Find the word "JSON" in the data below and copy each line that holds it.

**** Records provided

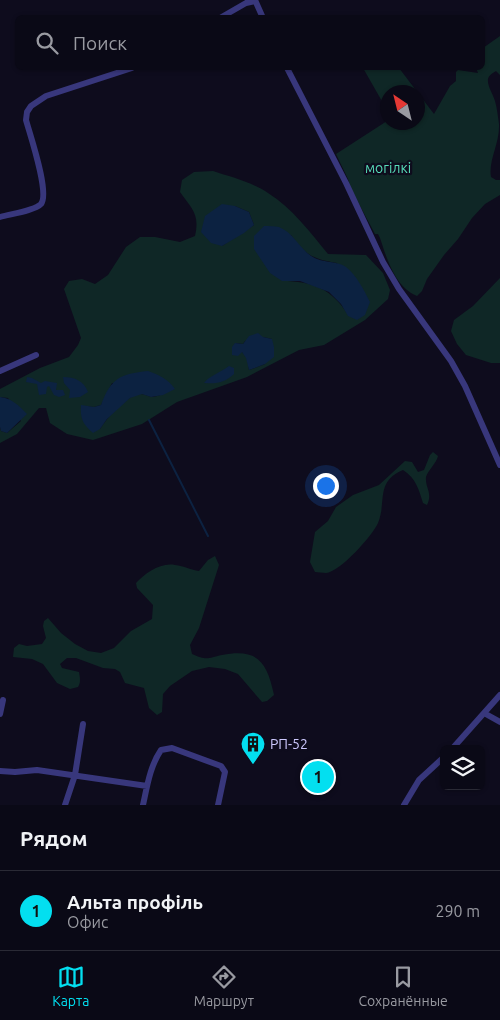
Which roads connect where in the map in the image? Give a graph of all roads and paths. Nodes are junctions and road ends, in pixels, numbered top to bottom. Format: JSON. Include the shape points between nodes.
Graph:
{"nodes":[{"id":1,"x":255,"y":0,"type":"edge"},
{"id":2,"x":225,"y":15,"type":"edge"},
{"id":3,"x":262,"y":15,"type":"edge"},
{"id":4,"x":126,"y":70,"type":"edge"},
{"id":5,"x":288,"y":70,"type":"edge"},
{"id":6,"x":0,"y":217,"type":"edge"},
{"id":7,"x":36,"y":355,"type":"dead end"},
{"id":8,"x":0,"y":371,"type":"edge"},
{"id":9,"x":500,"y":465,"type":"edge"},
{"id":10,"x":500,"y":695,"type":"edge"},
{"id":11,"x":4,"y":700,"type":"dead end"},
{"id":12,"x":484,"y":713,"type":"junction"},
{"id":13,"x":0,"y":714,"type":"edge"},
{"id":14,"x":500,"y":722,"type":"edge"},
{"id":15,"x":83,"y":724,"type":"dead end"},
{"id":16,"x":456,"y":745,"type":"edge"},
{"id":17,"x":440,"y":761,"type":"edge"},
{"id":18,"x":0,"y":771,"type":"edge"},
{"id":19,"x":75,"y":775,"type":"junction"},
{"id":20,"x":147,"y":786,"type":"junction"},
{"id":21,"x":65,"y":805,"type":"edge"},
{"id":22,"x":143,"y":805,"type":"edge"},
{"id":23,"x":218,"y":805,"type":"edge"},
{"id":24,"x":404,"y":805,"type":"edge"}],
"edges":[{"from":1,"to":2,"type":"street"},
{"from":1,"to":3,"type":"street"},
{"from":4,"to":6,"type":"street","via":[[46,96],[31,106],[26,120],[42,180],[43,200],[34,208]]},
{"from":5,"to":9,"type":"street","via":[[383,262],[466,386]]},
{"from":7,"to":8,"type":"street"},
{"from":10,"to":12,"type":"street"},
{"from":11,"to":13,"type":"street"},
{"from":12,"to":14,"type":"street"},
{"from":12,"to":16,"type":"street"},
{"from":15,"to":19,"type":"street"},
{"from":17,"to":24,"type":"street","via":[[418,780]]},
{"from":18,"to":19,"type":"street","via":[[37,770]]},
{"from":19,"to":20,"type":"street"},
{"from":19,"to":21,"type":"street"},
{"from":20,"to":22,"type":"street"},
{"from":20,"to":23,"type":"street","via":[[161,750],[172,748],[221,766],[225,772]]}]}
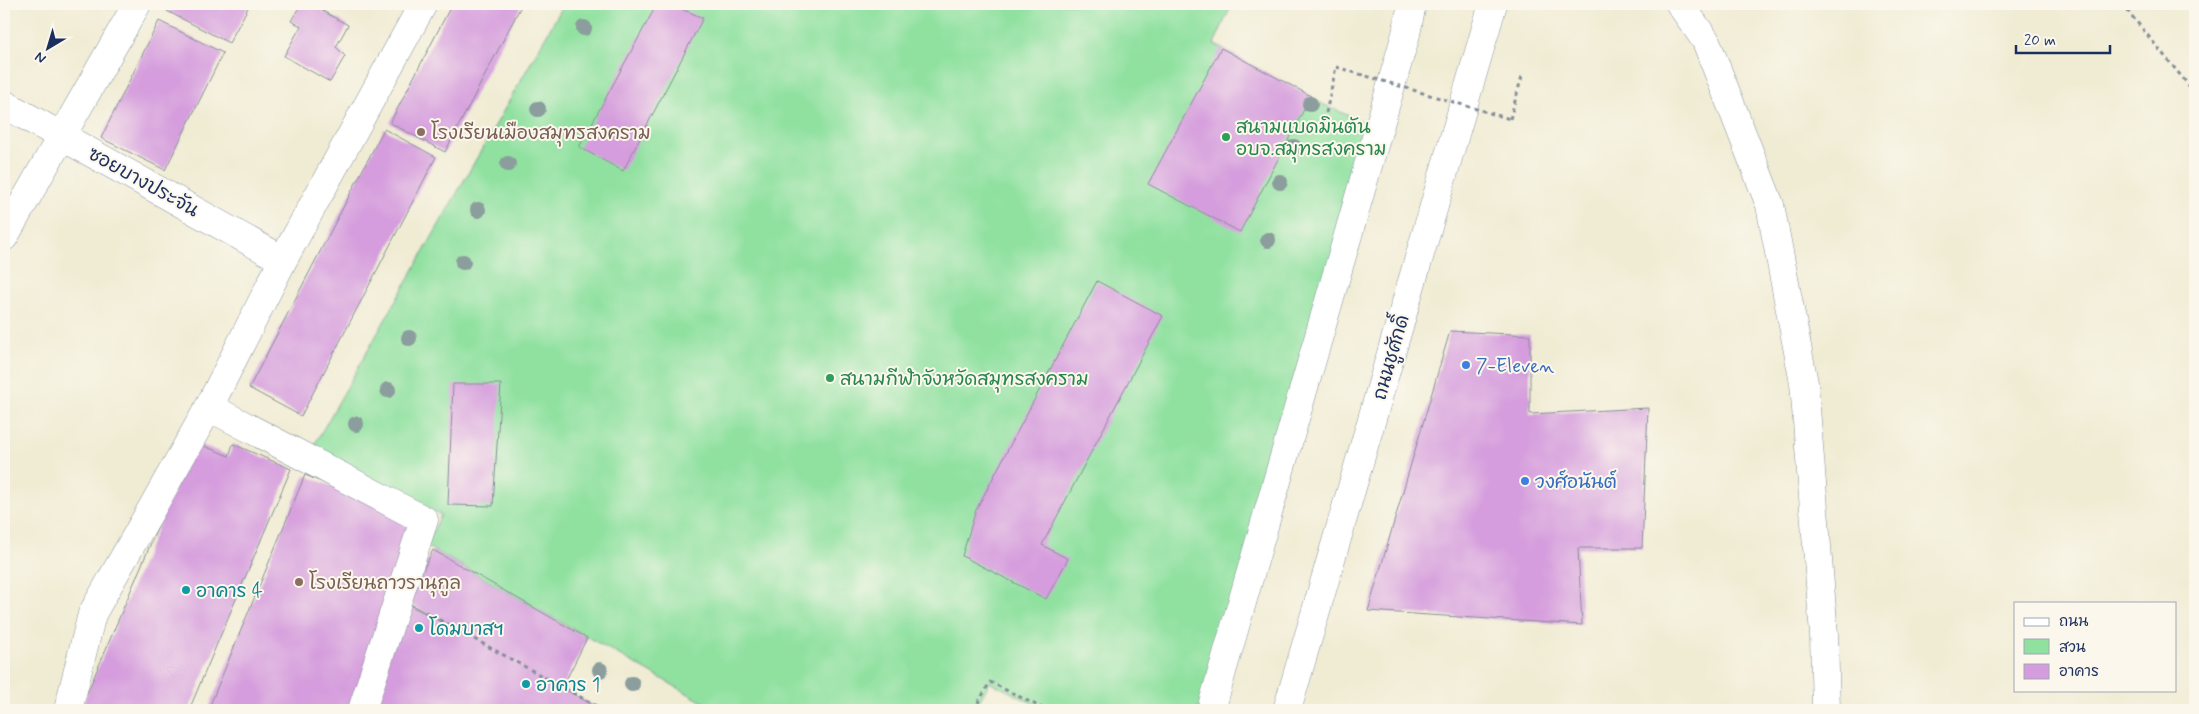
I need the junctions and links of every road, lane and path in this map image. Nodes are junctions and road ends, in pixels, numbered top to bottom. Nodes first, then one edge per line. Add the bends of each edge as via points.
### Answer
1 (137, 4) edge
2 (424, 4) edge
3 (1412, 4) edge
4 (1493, 4) edge
5 (1680, 4) edge
6 (2122, 4) edge
7 (1522, 76) dead end
8 (2195, 94) edge
9 (4, 104) edge
10 (1326, 113) dead end
11 (61, 134) junction
12 (4, 237) edge
13 (283, 260) junction
14 (210, 407) junction
15 (398, 598) junction
16 (68, 710) edge
17 (362, 710) edge
18 (604, 710) edge
19 (974, 710) edge
20 (1046, 710) edge
21 (1211, 710) edge
22 (1288, 710) edge
23 (1826, 710) edge

1 - 11 street
2 - 13 street
3 - 21 street
4 - 22 street, ถนนชูศักดิ์
5 - 23 street via 1706,41 1770,205 1804,383 1824,635
6 - 8 path
7 - 10 path, bridge via 1510,119 1336,66
9 - 11 street, ซอยบางประจัน
11 - 12 street
11 - 13 street, ซอยบางประจัน
13 - 14 street
14 - 15 street via 424,520
14 - 16 street via 92,614
15 - 17 street
15 - 18 path
19 - 20 path via 990,682

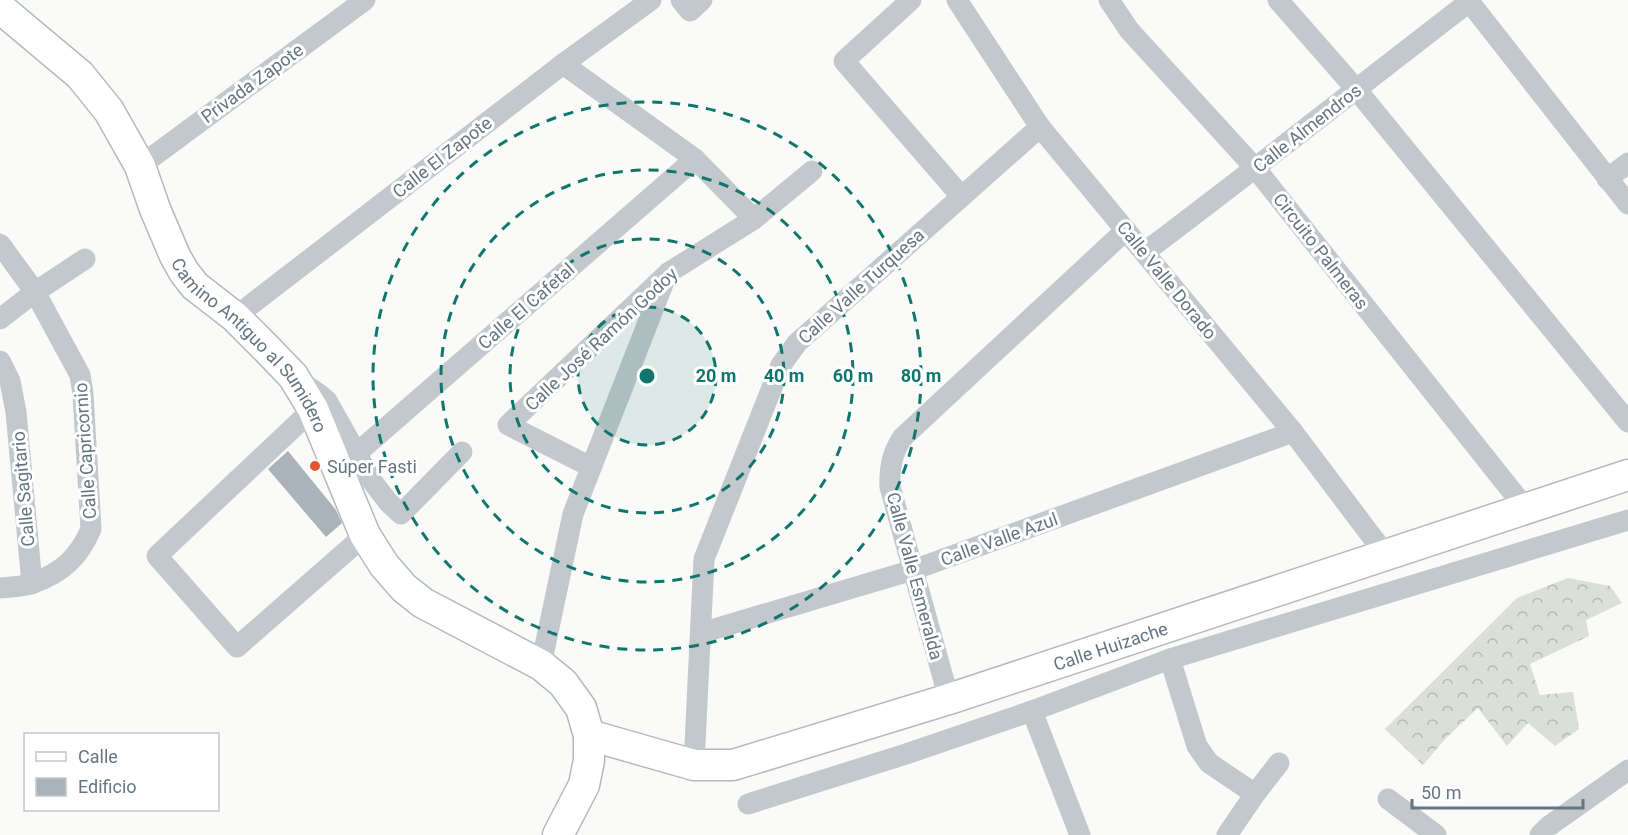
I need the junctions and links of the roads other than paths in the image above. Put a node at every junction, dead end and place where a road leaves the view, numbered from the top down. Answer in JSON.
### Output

********

▶ [Response to the exercise]:
Which roads connect where in the map in the image? Give a graph of all roads and paths. Nodes are junctions and road ends, in pixels, numbered top to bottom. Format: JSON. Include the shape points between nodes.
I need the junctions and links of the roads other than paths in the image above. Put a node at every junction, dead end and place where a road leaves the view, numbered from the top down. Answer in JSON.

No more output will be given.